Re: [Valgrind-users] helgrind markup for lock-ordering

Philippe Waroquiers Wed, 07 Nov 2012 14:02:36 -0800

On Wed, 2012-11-07 at 10:51 +0100, David Faure wrote:

> > The idea of helgrind is that it detects lock order problems and/or
> > race condition problems *even* if no deadlock happens and/or if no
> > race condition really happened.
> > Maybe it is very unlikely that the trylock fails. Still would be nice
> > to discover the bug. And if the trylock does not fail, then the race
> > condition will then not be detected by helgrind.
> 
> The simpler construct that can lead to this problem is
> *  trylock mutex1
> *  access shared data
"discover the bug" is related to the doubful construct, not
to a race condition (as said above, if the trylock does not fail,
no way to detect the race condition that would happen if
the application does not properly handle the trylock failure).


Note that currently, laog is producing messages which should
be considered as "lock order warning", not as
"for sure there is a deadlock order problem".
The trylock is one case of "warning, not an error" which could/should
be improved.
But there are others e.g. laog does not understand the concept of 
"guard locks" which is (IIUC): each thread can acquire a single lock
in a set of locks. If a thread wants to acquire more than one lock
(in any order then), it first has to acquire the "guard lock",
and then can lock in any order any nr of locks in the lock set.
With this guard lock, not possible to have a deadlock,
but for sure this is not understood by the current helgrind
laog algorithm.
Properly handling guard locks implies a more sophisticated algorithm
than the current laog (search for "good lock algorithm").

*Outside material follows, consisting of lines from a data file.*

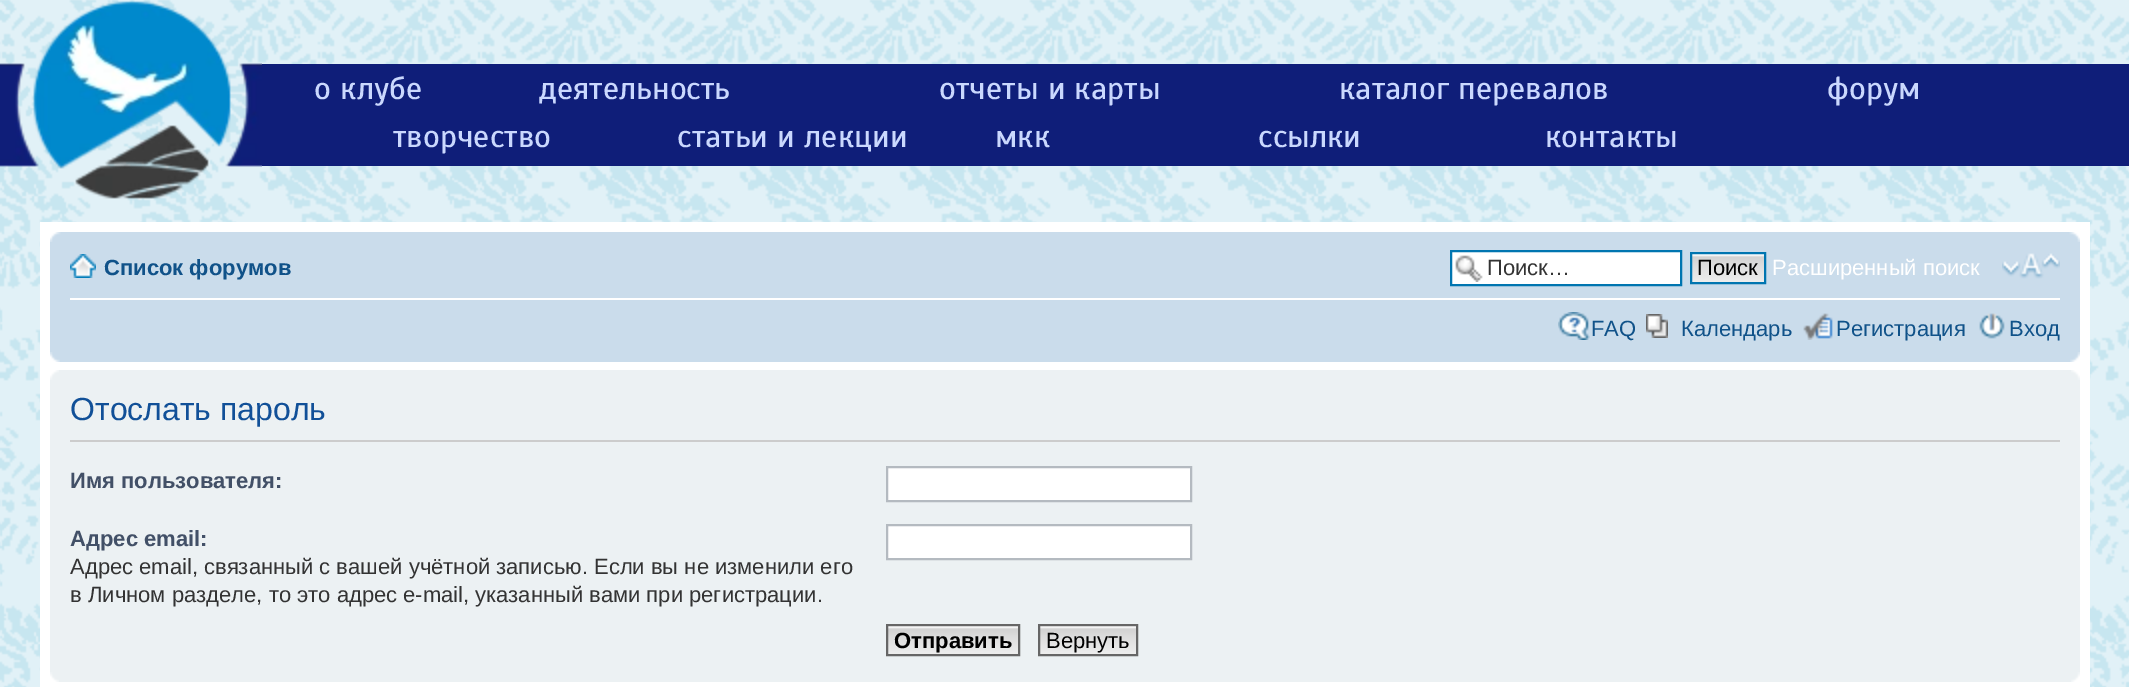 %!PS
<< /PageSize [2129 687] >> setpagedevice
/rgb { 3 { 255 div 3 1 roll } repeat setrgbcolor } def
/font { [ exch dup neg 0 0 3 -1 roll 0 0 ] selectfont } def
/text { moveto show } def
/picture { 5 dict begin { /h /w /y /x /name } { exch def } forall
  gsave x y translate w h scale
  w h 8 [w 0 0 h 0 0] name (r) file false 3 colorimage grestore end } def
0 687 translate 1 -1 scale
4 setmiterlimit
255 255 255 rgb
0 0 2129 687 rectfill
(img_01.rgb) 0 0 2129 687 picture
(img_02.rgb) 0 1 262 198 picture
15 30 121 rgb
262 64 1867 102 rectfill
255 255 255 rgb
40 222 2050 465 rectfill
202 220 235 rgb
50 232 2030 130 rectfill
(img_03.rgb) 50 232 11 10 picture
(img_04.rgb) 2069 232 11 10 picture
255 255 255 rgb
70 298 1990 2 rectfill
(img_05.rgb) 70 254 26 24 picture
1452 252 228 32 rectfill
(img_06.rgb) 1455 255 28 27 picture
0 117 176 rgb
2 setlinewidth
1451 251 230 34 rectstroke
(img_07.rgb) 1692 254 72 28 picture
1691 253 74 30 rectstroke
(img_08.rgb) 2002 253 58 26 picture
(img_09.rgb) 1558 312 32 28 picture
(img_10.rgb) 1646 314 22 24 picture
(img_11.rgb) 1803 313 30 27 picture
(img_12.rgb) 1979 313 26 26 picture
(img_13.rgb) 50 352 10 10 picture
(img_14.rgb) 2070 352 10 10 picture
236 241 243 rgb
50 370 2030 312 rectfill
(img_15.rgb) 50 370 9 10 picture
(img_16.rgb) 2071 370 9 10 picture
204 204 204 rgb
70 440 1990 2 rectfill
255 255 255 rgb
887 467 moveto 304 0 rlineto 0 34 rlineto -304 0 rlineto closepath gsave fill grestore
180 186 192 rgb
stroke
255 255 255 rgb
887 525 moveto 304 0 rlineto 0 34 rlineto -304 0 rlineto closepath gsave fill grestore
180 186 192 rgb
stroke
(img_17.rgb) 888 626 130 28 picture
102 102 102 rgb
887 625 132 30 rectstroke
(img_18.rgb) 1040 626 96 28 picture
1039 625 98 30 rectstroke
(img_19.rgb) 50 672 9 10 picture
(img_20.rgb) 2071 672 9 10 picture
/Scada-Regular 32 font
202 216 254 rgb
(о клубе) 314 99 text
(деятельность) 539 99 text
(отчеты и карты) 939 99 text
(каталог перевалов) 1339 99 text
(форум) 1827 99 text
(творчество) 393 147 text
(статьи и лекции) 677 147 text
(мкк) 995 147 text
(ссылки) 1258 147 text
(контакты) 1545 147 text
/LiberationSans-Bold 22 font
16 82 137 rgb
(Список форумов) 104 275 text
/LiberationSans-Regular 22 font
51 51 51 rgb
(Поиск…) 1487 275 text
0 0 0 rgb
(Поиск) 1697 275 text
255 255 255 rgb
(Расширенный поиск) 1772 275 text
16 82 137 rgb
(FAQ) 1591 336 text
(Календарь) 1681 336 text
(Регистрация) 1836 336 text
(Вход) 2009 336 text
/LiberationSans-Regular 32 font
17 80 152 rgb
(Отослать пароль) 70 420 text
/LiberationSans-Bold 22 font
66 80 103 rgb
(Имя пользователя:) 70 488 text
(Адрес email:) 70 546 text
/LiberationSans-Regular 22 font
51 51 51 rgb
(Адрес email, связанный с вашей учётной записью. Если вы не изменили его) 70 574 text
(в Личном разделе, то это адрес e-mail, указанный вами при регистрации.) 70 602 text
/LiberationSans-Bold 22 font
0 0 0 rgb
(Отправить) 894 648 text
/LiberationSans-Regular 22 font
(Вернуть) 1046 648 text
showpage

> This is too monolithic thinking :)
> An application that uses a given framework (e.g. Qt) could very well be doing 
> things differently than the framework does internally.
> As a developer debugging a large application written by other people, using a 
> framework written by other people, how can I guarantee helgrind that all 
> trylock uses follow a single design pattern?
Of course, this cannot be guaranteed. But the idea is not that
the command line option(s) are covering the full range of possible
"design patterns". The idea is that they should cover 'out of the box'
a reasonable range of such patterns. This is true e.g. for memcheck
(out of the box, it supports malloc compatible libs, but otherwise
you need annotations).
Helgrind should also support some 'out of the box' locking logics.
The difficult question is what should be covered by the command line
options 'out of the box' (the nirvana being an algorithm that would
work for everything without annotations).


> At the time of the trylock, it is the last one -> no warning at that precise 
> moment. This sounds like a simple enough change in the current algorithm?
> Basically adding one if() ... if only I knew where ;)
To avoid doing a "lock order warning" when doing the trylock is easy
I believe:
in hg_main.c:3697, put a condition
'if (!is_a_try_lock)
before:
   other = laog__do_dfs_from_to(lk, thr->locksetA);
   if (other) {
   ....
(where is_a_trylock has to be given by the caller).
I think it is almost mechanical work to add arguments to *POST event
handlers and corresponding requests to transfer the "is a try lock"
from the helgrind interception to the line 3697).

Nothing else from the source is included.